◆ **Work to be completed**:
A verbatim copy of all the data is required, minus any images.

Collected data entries
______

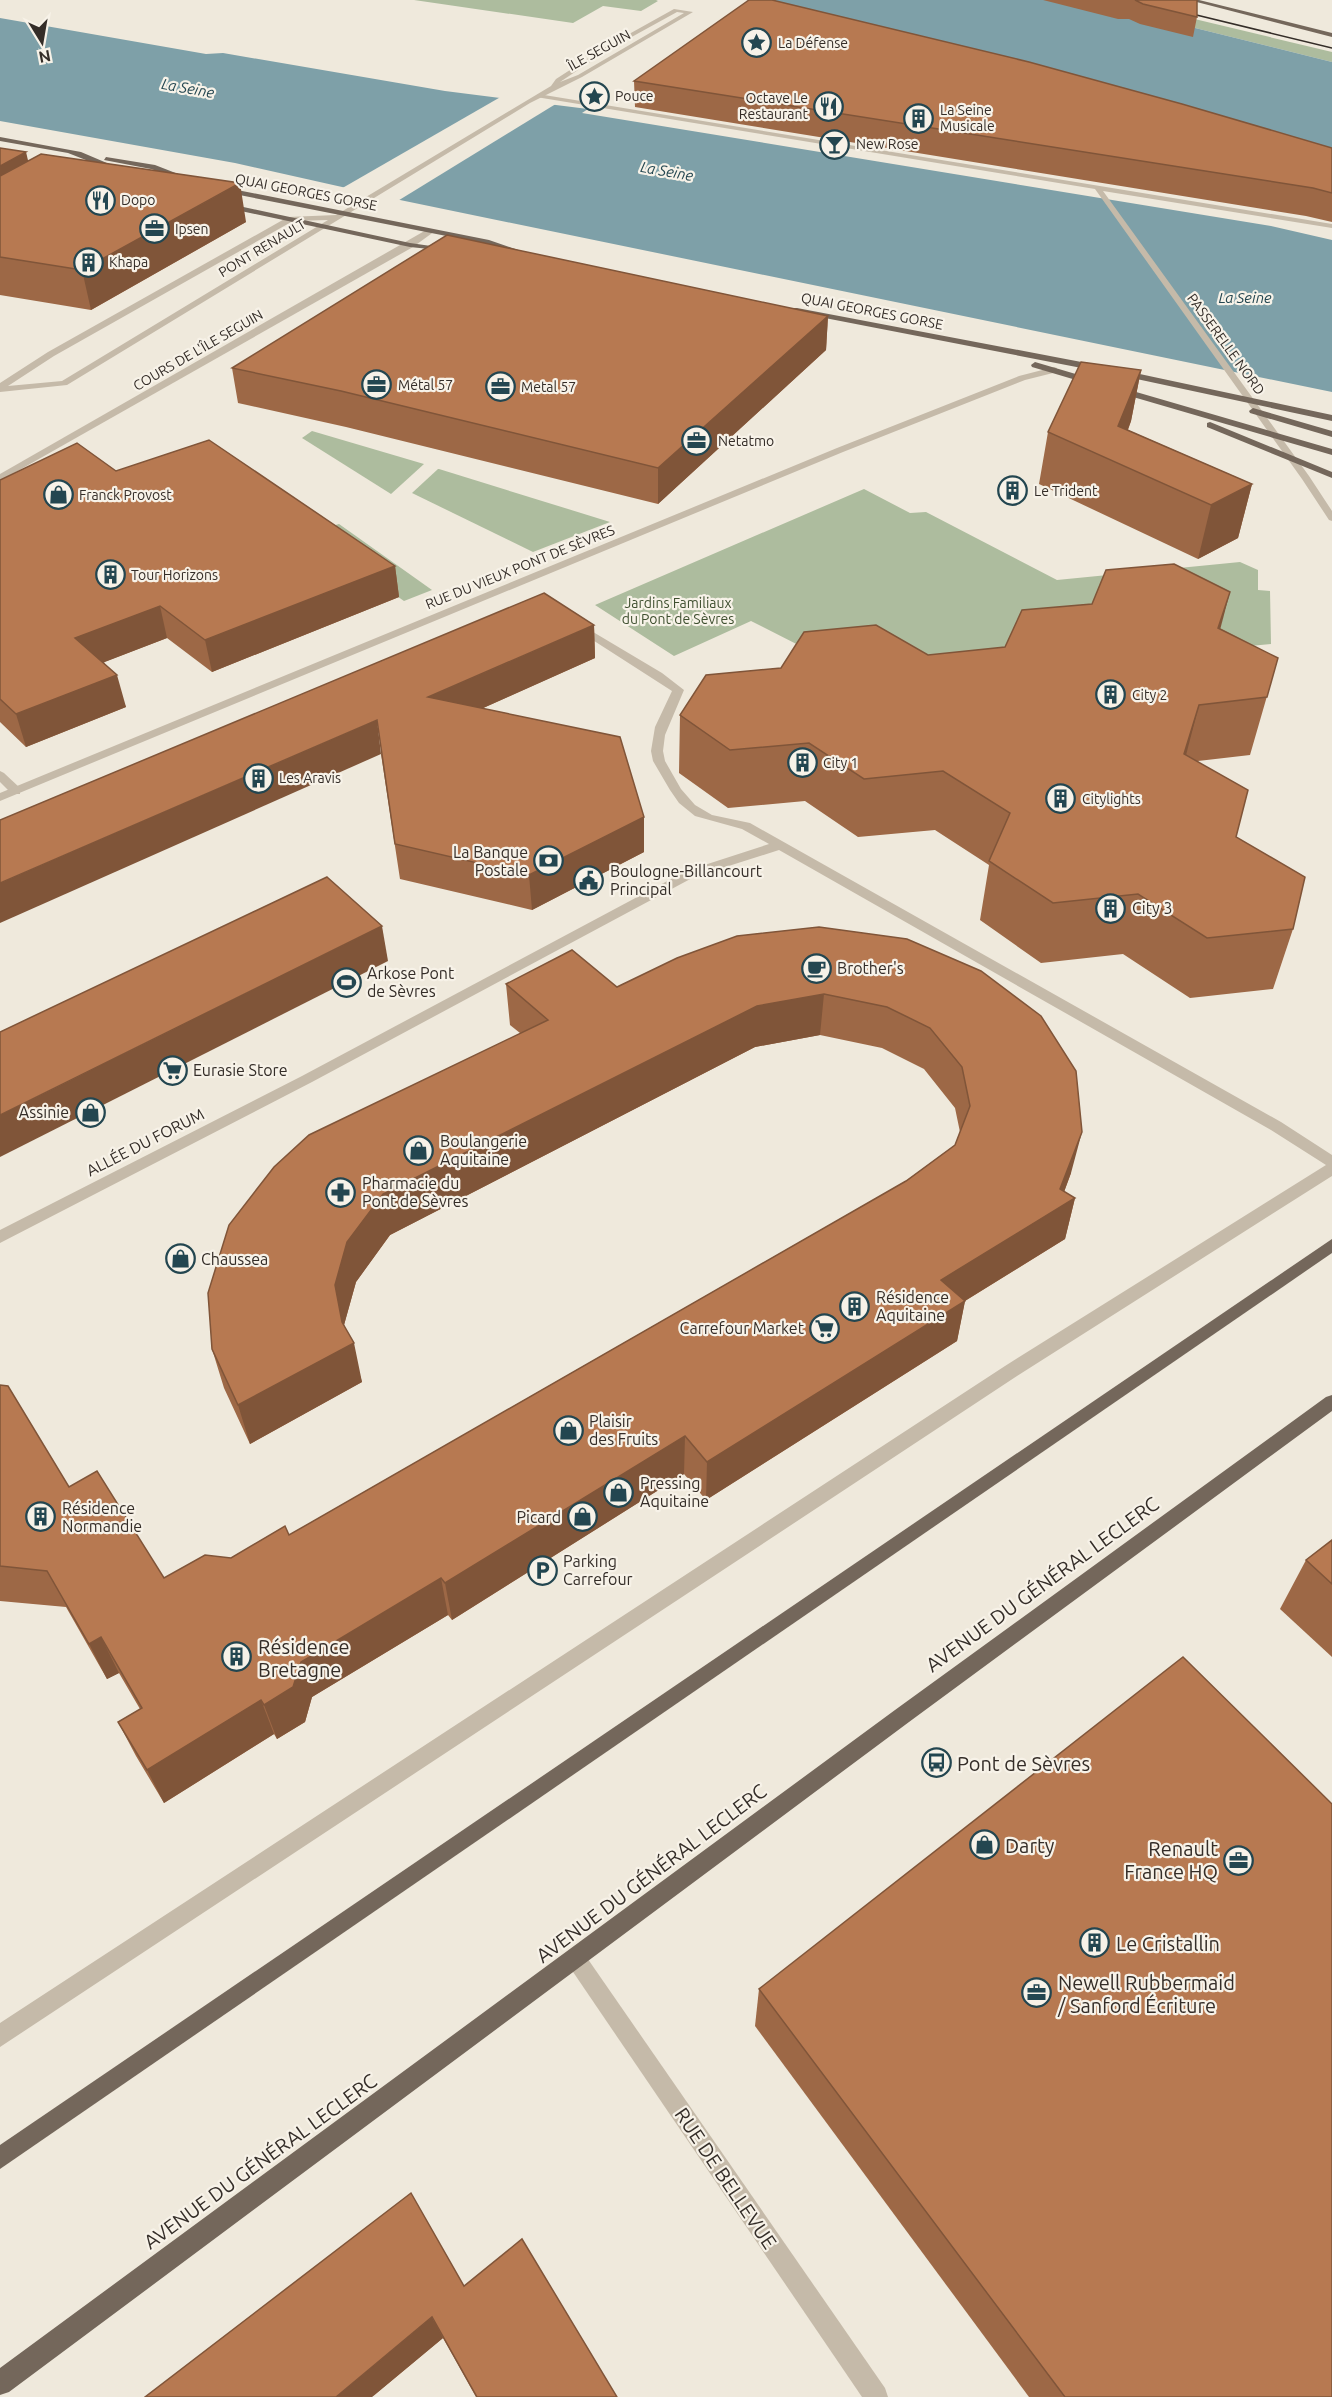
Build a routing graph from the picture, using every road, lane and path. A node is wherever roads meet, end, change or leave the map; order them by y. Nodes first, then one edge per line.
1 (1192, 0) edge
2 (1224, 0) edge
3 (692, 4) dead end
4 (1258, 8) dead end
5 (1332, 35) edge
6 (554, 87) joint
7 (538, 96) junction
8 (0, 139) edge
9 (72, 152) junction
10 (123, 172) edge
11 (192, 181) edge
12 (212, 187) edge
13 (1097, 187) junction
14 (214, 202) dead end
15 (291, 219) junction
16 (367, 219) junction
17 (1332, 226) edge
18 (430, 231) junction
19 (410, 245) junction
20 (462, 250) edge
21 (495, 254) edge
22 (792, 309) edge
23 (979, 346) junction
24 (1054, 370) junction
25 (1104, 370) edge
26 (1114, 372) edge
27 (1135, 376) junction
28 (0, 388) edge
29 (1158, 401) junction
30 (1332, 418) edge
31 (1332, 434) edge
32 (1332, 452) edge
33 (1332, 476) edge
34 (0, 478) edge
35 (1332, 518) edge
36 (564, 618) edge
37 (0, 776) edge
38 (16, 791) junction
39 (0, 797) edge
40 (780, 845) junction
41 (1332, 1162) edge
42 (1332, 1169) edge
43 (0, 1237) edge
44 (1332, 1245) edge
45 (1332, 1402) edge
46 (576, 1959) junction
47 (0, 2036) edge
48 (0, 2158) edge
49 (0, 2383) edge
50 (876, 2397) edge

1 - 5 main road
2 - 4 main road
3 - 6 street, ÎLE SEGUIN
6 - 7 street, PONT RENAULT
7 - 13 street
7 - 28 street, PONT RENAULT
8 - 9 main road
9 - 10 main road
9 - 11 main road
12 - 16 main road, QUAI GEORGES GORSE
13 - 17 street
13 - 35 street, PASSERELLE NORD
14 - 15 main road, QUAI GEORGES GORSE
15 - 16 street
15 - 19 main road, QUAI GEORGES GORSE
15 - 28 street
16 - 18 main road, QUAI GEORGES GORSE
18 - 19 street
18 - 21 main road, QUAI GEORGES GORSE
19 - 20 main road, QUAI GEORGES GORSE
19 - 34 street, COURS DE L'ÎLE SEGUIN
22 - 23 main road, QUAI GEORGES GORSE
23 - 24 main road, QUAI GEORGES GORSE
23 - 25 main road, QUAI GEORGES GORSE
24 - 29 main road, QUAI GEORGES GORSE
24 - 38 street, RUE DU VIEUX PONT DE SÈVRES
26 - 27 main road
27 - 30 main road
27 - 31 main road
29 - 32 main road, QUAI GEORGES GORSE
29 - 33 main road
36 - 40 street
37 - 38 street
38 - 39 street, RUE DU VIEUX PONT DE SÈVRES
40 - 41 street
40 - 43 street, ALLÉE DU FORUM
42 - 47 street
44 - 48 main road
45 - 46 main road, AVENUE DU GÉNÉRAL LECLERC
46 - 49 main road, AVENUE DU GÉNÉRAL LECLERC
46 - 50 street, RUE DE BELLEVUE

______

◆ **Answer for the task**:
Build a routing graph from the picture, using every road, lane and path. A node is wherever roads meet, end, change or leave the map; order them by y. Nodes first, then one edge per line.
1 (1192, 0) edge
2 (1224, 0) edge
3 (692, 4) dead end
4 (1258, 8) dead end
5 (1332, 35) edge
6 (554, 87) joint
7 (538, 96) junction
8 (0, 139) edge
9 (72, 152) junction
10 (123, 172) edge
11 (192, 181) edge
12 (212, 187) edge
13 (1097, 187) junction
14 (214, 202) dead end
15 (291, 219) junction
16 (367, 219) junction
17 (1332, 226) edge
18 (430, 231) junction
19 (410, 245) junction
20 (462, 250) edge
21 (495, 254) edge
22 (792, 309) edge
23 (979, 346) junction
24 (1054, 370) junction
25 (1104, 370) edge
26 (1114, 372) edge
27 (1135, 376) junction
28 (0, 388) edge
29 (1158, 401) junction
30 (1332, 418) edge
31 (1332, 434) edge
32 (1332, 452) edge
33 (1332, 476) edge
34 (0, 478) edge
35 (1332, 518) edge
36 (564, 618) edge
37 (0, 776) edge
38 (16, 791) junction
39 (0, 797) edge
40 (780, 845) junction
41 (1332, 1162) edge
42 (1332, 1169) edge
43 (0, 1237) edge
44 (1332, 1245) edge
45 (1332, 1402) edge
46 (576, 1959) junction
47 (0, 2036) edge
48 (0, 2158) edge
49 (0, 2383) edge
50 (876, 2397) edge

1 - 5 main road
2 - 4 main road
3 - 6 street, ÎLE SEGUIN
6 - 7 street, PONT RENAULT
7 - 13 street
7 - 28 street, PONT RENAULT
8 - 9 main road
9 - 10 main road
9 - 11 main road
12 - 16 main road, QUAI GEORGES GORSE
13 - 17 street
13 - 35 street, PASSERELLE NORD
14 - 15 main road, QUAI GEORGES GORSE
15 - 16 street
15 - 19 main road, QUAI GEORGES GORSE
15 - 28 street
16 - 18 main road, QUAI GEORGES GORSE
18 - 19 street
18 - 21 main road, QUAI GEORGES GORSE
19 - 20 main road, QUAI GEORGES GORSE
19 - 34 street, COURS DE L'ÎLE SEGUIN
22 - 23 main road, QUAI GEORGES GORSE
23 - 24 main road, QUAI GEORGES GORSE
23 - 25 main road, QUAI GEORGES GORSE
24 - 29 main road, QUAI GEORGES GORSE
24 - 38 street, RUE DU VIEUX PONT DE SÈVRES
26 - 27 main road
27 - 30 main road
27 - 31 main road
29 - 32 main road, QUAI GEORGES GORSE
29 - 33 main road
36 - 40 street
37 - 38 street
38 - 39 street, RUE DU VIEUX PONT DE SÈVRES
40 - 41 street
40 - 43 street, ALLÉE DU FORUM
42 - 47 street
44 - 48 main road
45 - 46 main road, AVENUE DU GÉNÉRAL LECLERC
46 - 49 main road, AVENUE DU GÉNÉRAL LECLERC
46 - 50 street, RUE DE BELLEVUE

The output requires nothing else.